### Your task
The reply should hold every record, copied exactly.

### Supplied data
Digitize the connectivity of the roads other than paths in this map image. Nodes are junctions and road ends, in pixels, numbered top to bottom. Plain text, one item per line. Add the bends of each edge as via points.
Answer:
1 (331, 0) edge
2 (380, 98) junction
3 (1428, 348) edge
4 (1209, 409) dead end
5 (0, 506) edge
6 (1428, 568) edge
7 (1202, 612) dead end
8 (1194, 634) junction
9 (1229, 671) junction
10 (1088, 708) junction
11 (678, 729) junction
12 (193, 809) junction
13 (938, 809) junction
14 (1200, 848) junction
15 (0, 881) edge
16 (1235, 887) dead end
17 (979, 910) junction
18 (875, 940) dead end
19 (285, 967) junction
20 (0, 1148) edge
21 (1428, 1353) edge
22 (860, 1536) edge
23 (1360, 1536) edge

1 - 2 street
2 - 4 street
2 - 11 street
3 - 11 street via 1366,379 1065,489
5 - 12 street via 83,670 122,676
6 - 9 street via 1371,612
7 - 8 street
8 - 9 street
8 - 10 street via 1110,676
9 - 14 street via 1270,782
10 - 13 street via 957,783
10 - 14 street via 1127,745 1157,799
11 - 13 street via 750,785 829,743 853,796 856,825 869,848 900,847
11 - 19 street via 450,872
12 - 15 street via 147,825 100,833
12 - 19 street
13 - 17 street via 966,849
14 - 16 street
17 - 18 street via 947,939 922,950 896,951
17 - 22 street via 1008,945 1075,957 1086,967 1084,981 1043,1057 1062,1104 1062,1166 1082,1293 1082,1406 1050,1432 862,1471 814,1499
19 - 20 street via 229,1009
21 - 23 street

### Answer to this task
Digitize the connectivity of the roads other than paths in this map image. Nodes are junctions and road ends, in pixels, numbered top to bottom. Plain text, one item per line. Add the bends of each edge as via points.
Answer:
1 (331, 0) edge
2 (380, 98) junction
3 (1428, 348) edge
4 (1209, 409) dead end
5 (0, 506) edge
6 (1428, 568) edge
7 (1202, 612) dead end
8 (1194, 634) junction
9 (1229, 671) junction
10 (1088, 708) junction
11 (678, 729) junction
12 (193, 809) junction
13 (938, 809) junction
14 (1200, 848) junction
15 (0, 881) edge
16 (1235, 887) dead end
17 (979, 910) junction
18 (875, 940) dead end
19 (285, 967) junction
20 (0, 1148) edge
21 (1428, 1353) edge
22 (860, 1536) edge
23 (1360, 1536) edge

1 - 2 street
2 - 4 street
2 - 11 street
3 - 11 street via 1366,379 1065,489
5 - 12 street via 83,670 122,676
6 - 9 street via 1371,612
7 - 8 street
8 - 9 street
8 - 10 street via 1110,676
9 - 14 street via 1270,782
10 - 13 street via 957,783
10 - 14 street via 1127,745 1157,799
11 - 13 street via 750,785 829,743 853,796 856,825 869,848 900,847
11 - 19 street via 450,872
12 - 15 street via 147,825 100,833
12 - 19 street
13 - 17 street via 966,849
14 - 16 street
17 - 18 street via 947,939 922,950 896,951
17 - 22 street via 1008,945 1075,957 1086,967 1084,981 1043,1057 1062,1104 1062,1166 1082,1293 1082,1406 1050,1432 862,1471 814,1499
19 - 20 street via 229,1009
21 - 23 street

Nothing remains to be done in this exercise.